Paris le 6 mars [1776]
Je vous conjure, Monsieur, d'être bien tranquille sur l'Edition de Bardin; elle ne se vend point ici; Panckoucke n'a garde de se charger d'un pareil effet, et personne ne songe à vous attaquer: Le fanatisme, tout féroce qu'il est, craint encore un peu le ridicule, et il faut craindre de l'aviser du mal qu'il pourroit faire.
Je vous parle d'après de bons avis. J'ai vu quelques uns de Messieurs; il ne sont pas de la majorité, mais ils voyent bien et pensent encors mieux.
Il est vrai que nous sommes dans un moment orageux; sed tua navis in alto est; c'est aux petites barques à se garer de la tempête.
La barque de ce malheureux Delisle a essuyé une rude bourasque; mais l'orage se calme. Le Parlement a converti hier le décret de prise de corps en un assigné pour être ouï, et c'est L'illustre M. Pasquier qui a signé l'arrêt. On croit qu'on ne donnera point de suite à cette affaire.
Il seroit bien tems de faire une loi qui fixât la jurisdiction à laquelle doit apartenir la censure des livres. Il est bien barbare qu'un citoyen à qui l'autorité sous une certaine forme a permis de publier un livre, puisse être attaqué par la même autorité sous une autre forme pour avoir publié ce livre. Que le Chancelier ou le Parlement nomme les Censeurs des livres; à la bonne heure; mais que le citoyen qui s'est soumis à toutes les conditions que lui impose la la loi ne puisse être inquiété ni dans sa personne ni dans ses biens: c'est une contradiction abominable, qui n'existe qu'en France, qui choque toutes les notions de justice et d'humanité, et contre laquelle il faudroit crier bien haut et longtems; car les cris des honnêtes gens ont encore plus d'influence qu'on ne croit, même sur les fripons. Le public s'éclaire; il ne lui manque que de connoître sa force pour renverser bien des tirannies. C'est ce que voyent très bien et ce que redoutent les opresseurs grands et petits qui font la guerre à la raison et à la philosophie.

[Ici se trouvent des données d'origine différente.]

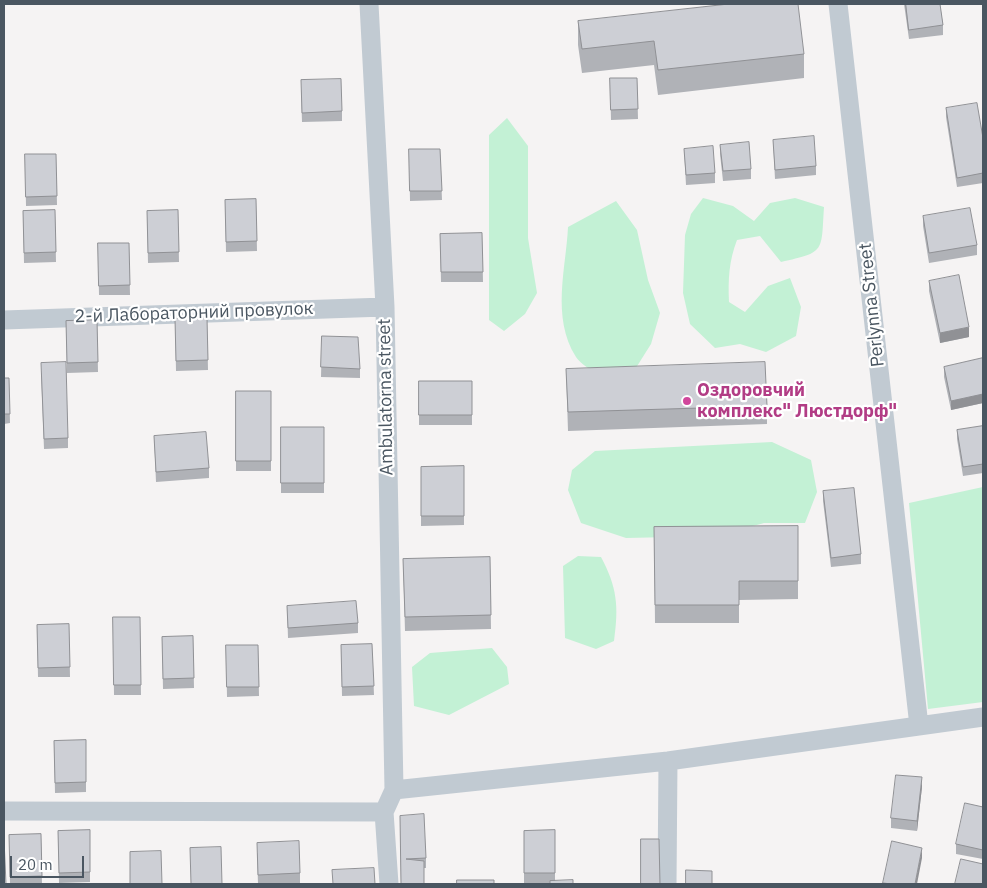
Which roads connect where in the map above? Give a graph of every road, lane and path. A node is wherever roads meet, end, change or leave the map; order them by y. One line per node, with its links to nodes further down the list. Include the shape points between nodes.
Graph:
1 (370, 4): 3 (street, Ambulatorna street)
2 (838, 4): 6 (street, Perlynna Street)
3 (385, 307): 4 (street, 2-й Лабораторний провулок); 8 (street, Ambulatorna street)
4 (4, 320)
5 (983, 717): 6 (street)
6 (919, 726): 7 (street)
7 (668, 761): 8 (street); 12 (street)
8 (394, 790): 10 (street)
9 (4, 811): 10 (street)
10 (384, 812): 11 (street)
11 (389, 884)
12 (667, 884)

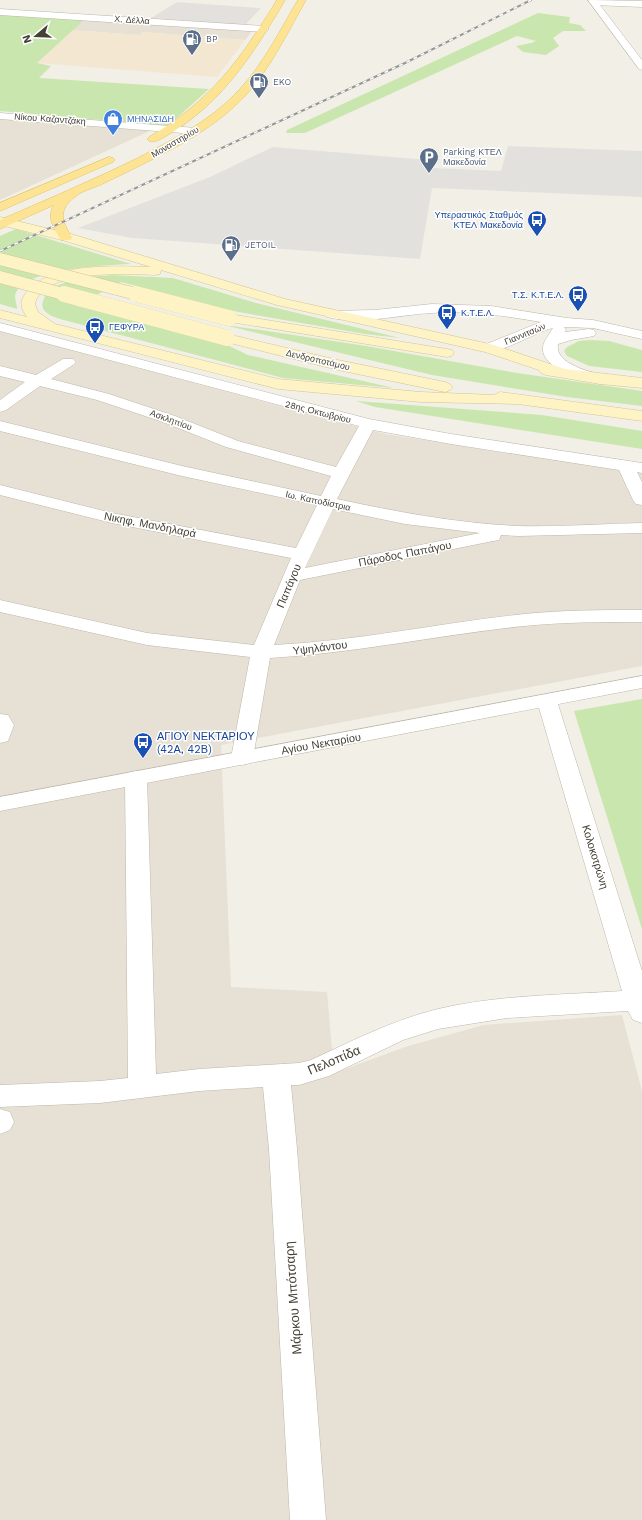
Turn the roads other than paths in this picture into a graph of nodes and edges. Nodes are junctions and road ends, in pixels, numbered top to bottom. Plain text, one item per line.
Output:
1 (281, 0) edge
2 (302, 0) edge
3 (593, 1) edge
4 (642, 4) edge
5 (0, 12) edge
6 (264, 29) junction
7 (642, 67) edge
8 (0, 116) edge
9 (171, 129) junction
10 (196, 131) junction
11 (142, 144) dead end
12 (123, 153) dead end
13 (71, 194) junction
14 (0, 207) edge
15 (2, 223) edge
16 (66, 237) junction
17 (0, 259) edge
18 (194, 274) junction
19 (0, 277) edge
20 (0, 314) edge
21 (331, 314) junction
22 (565, 322) junction
23 (0, 327) edge
24 (54, 328) junction
25 (642, 335) edge
26 (551, 342) junction
27 (642, 344) edge
28 (489, 348) junction
29 (456, 354) junction
30 (68, 362) dead end
31 (0, 371) edge
32 (560, 372) junction
33 (600, 379) junction
34 (37, 381) junction
35 (642, 383) edge
36 (515, 400) junction
37 (0, 407) edge
38 (642, 416) edge
39 (368, 424) junction
40 (0, 426) edge
41 (625, 465) junction
42 (642, 468) edge
43 (341, 473) junction
44 (0, 490) edge
45 (642, 500) edge
46 (327, 503) junction
47 (642, 528) edge
48 (518, 531) junction
49 (302, 555) junction
50 (292, 576) junction
51 (0, 606) edge
52 (642, 616) edge
53 (261, 652) junction
54 (642, 682) edge
55 (547, 701) junction
56 (0, 720) edge
57 (0, 736) edge
58 (242, 758) junction
59 (136, 778) junction
60 (0, 804) edge
61 (640, 1006) edge
62 (276, 1076) junction
63 (142, 1087) junction
64 (0, 1096) edge
65 (308, 1520) edge

1 - 6 main road, Μοναστηρίου
2 - 10 main road, Μοναστηρίου
3 - 4 street
3 - 7 street
5 - 6 street, Χ. Δέλλα
6 - 9 main road, Μοναστηρίου
8 - 9 street, Νίκου Καζαντζάκη
9 - 10 street, Νίκου Καζαντζάκη
9 - 11 main road, Μοναστηρίου
10 - 13 main road, Μοναστηρίου
12 - 14 main road
13 - 15 main road, Μοναστηρίου
13 - 16 main road
15 - 16 main road
16 - 18 main road
17 - 29 main road, bridge
18 - 21 main road
18 - 24 main road
19 - 36 main road, Δενδροποτάμου, bridge
20 - 24 main road
21 - 22 street
21 - 28 main road
22 - 25 street, Γιαννιτσών
22 - 26 street
22 - 28 street, Γιαννιτσών
23 - 39 street, 28ης Οκτωβρίου
24 - 36 main road
26 - 27 street, Γιαννιτσών
26 - 33 street, Γιαννιτσών
28 - 29 main road, Γιαννιτσών
28 - 32 main road
29 - 32 main road
30 - 34 street
31 - 34 street, Ασκληπίου
32 - 33 main road
33 - 35 main road
34 - 37 street
34 - 43 street, Ασκληπίου
36 - 38 main road, Δενδροποτάμου
39 - 41 street, 28ης Οκτωβρίου
39 - 43 street, Παπάγου
40 - 46 street, Ιω. Καποδίστρια
41 - 42 street, 28ης Οκτωβρίου
41 - 45 street
43 - 46 street, Παπάγου
44 - 49 street, Νικηφ. Μανδηλαρά
46 - 48 street, Ιω. Καποδίστρια
46 - 49 street, Παπάγου
47 - 48 street, Ιω. Καποδίστρια
48 - 50 street, Πάροδος Παπάγου
49 - 50 street, Παπάγου
50 - 53 street, Παπάγου
51 - 53 street, Υψηλάντου
52 - 53 street, Υψηλάντου
53 - 58 street, Παπάγου
54 - 55 street, Αγίου Νεκταρίου
55 - 58 street, Αγίου Νεκταρίου
55 - 61 street, Κολοκοτρώνη
56 - 57 street
58 - 59 street, Αγίου Νεκταρίου
59 - 60 street, Αγίου Νεκταρίου
59 - 63 street
61 - 62 street, Πελοπίδα
62 - 63 street, Πελοπίδα
62 - 65 street, Μάρκου Μπότσαρη
63 - 64 street, Πελοπίδα

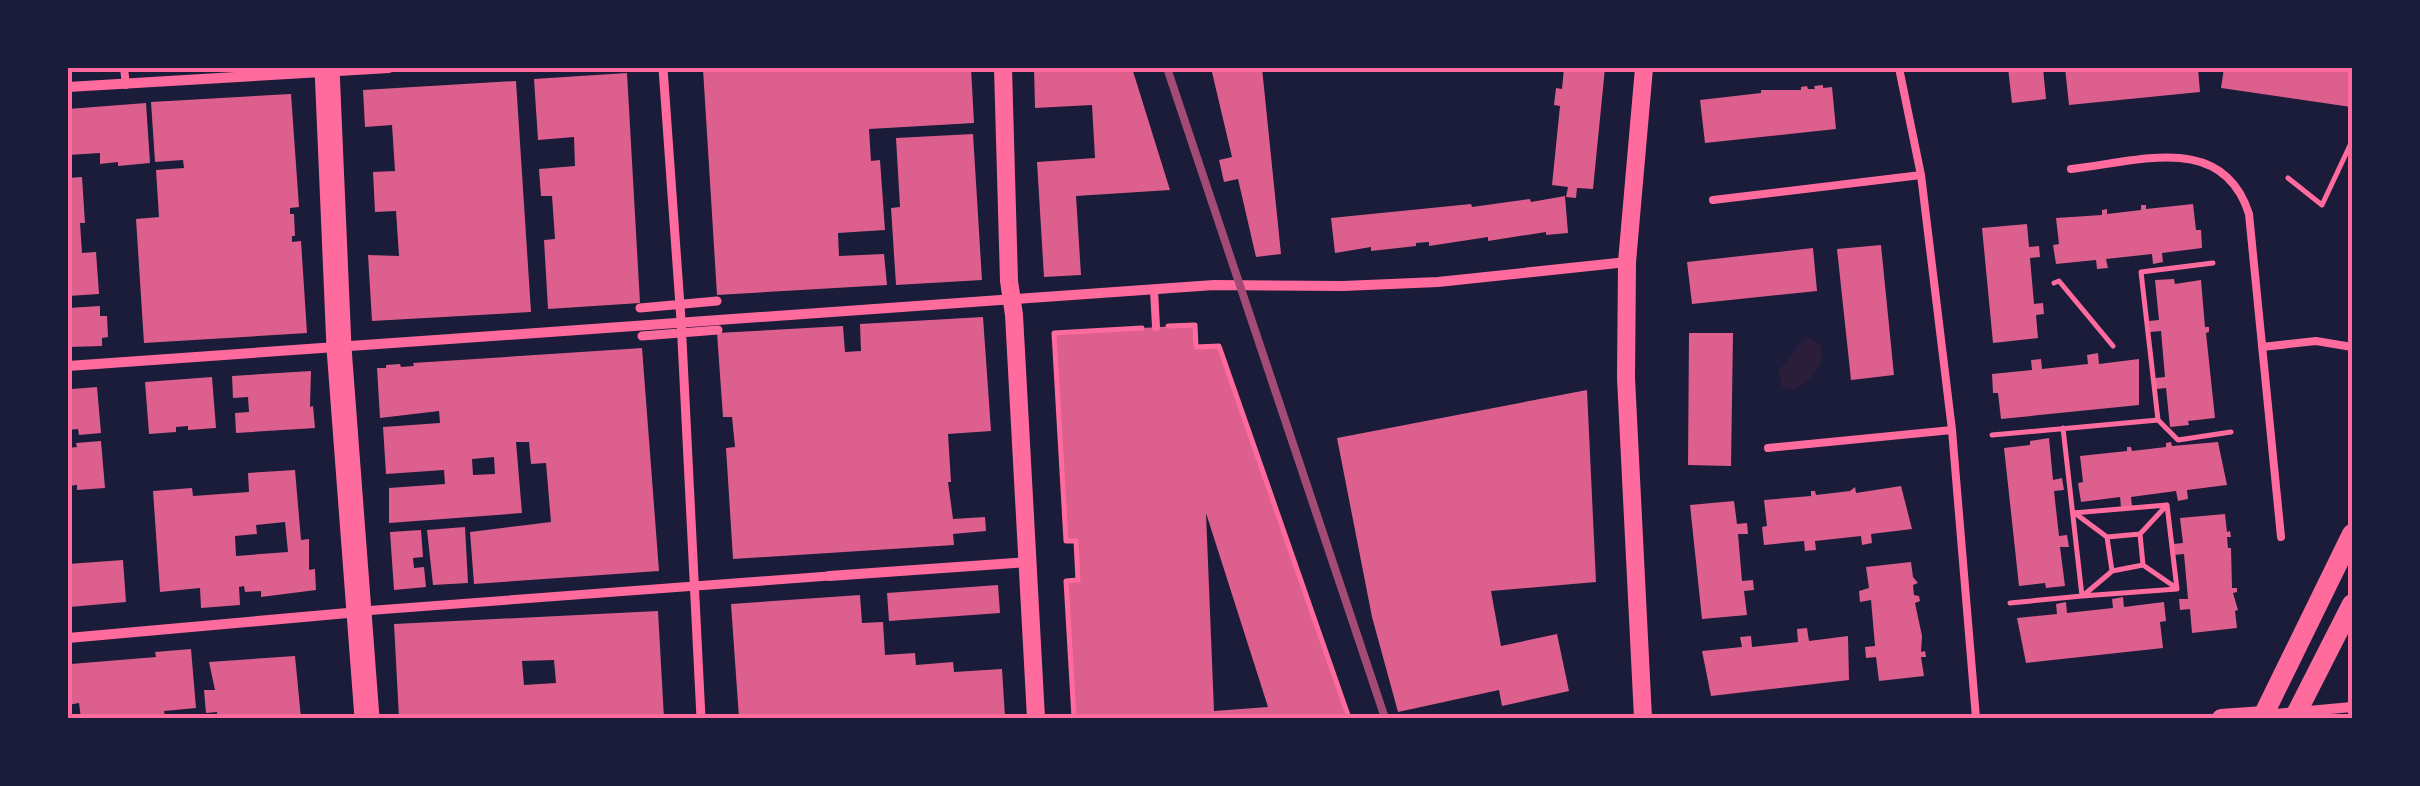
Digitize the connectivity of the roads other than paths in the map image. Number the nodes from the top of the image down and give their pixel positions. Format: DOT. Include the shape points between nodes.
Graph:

Prêchés et protégés toujours l'une et l'autre, Monsieur; elles vous doivent la plus grande partie des progrès qu'elles ont fait en France, et c'est un service immortel rendu à l'humanité. Jamais l'éloquence et la poësie n'ont exercé un plus beau ministère que dans vos ouvrages.
Recevés l'hommage de mon admiration, de ma reconnoissance et de mon respectueux attachement.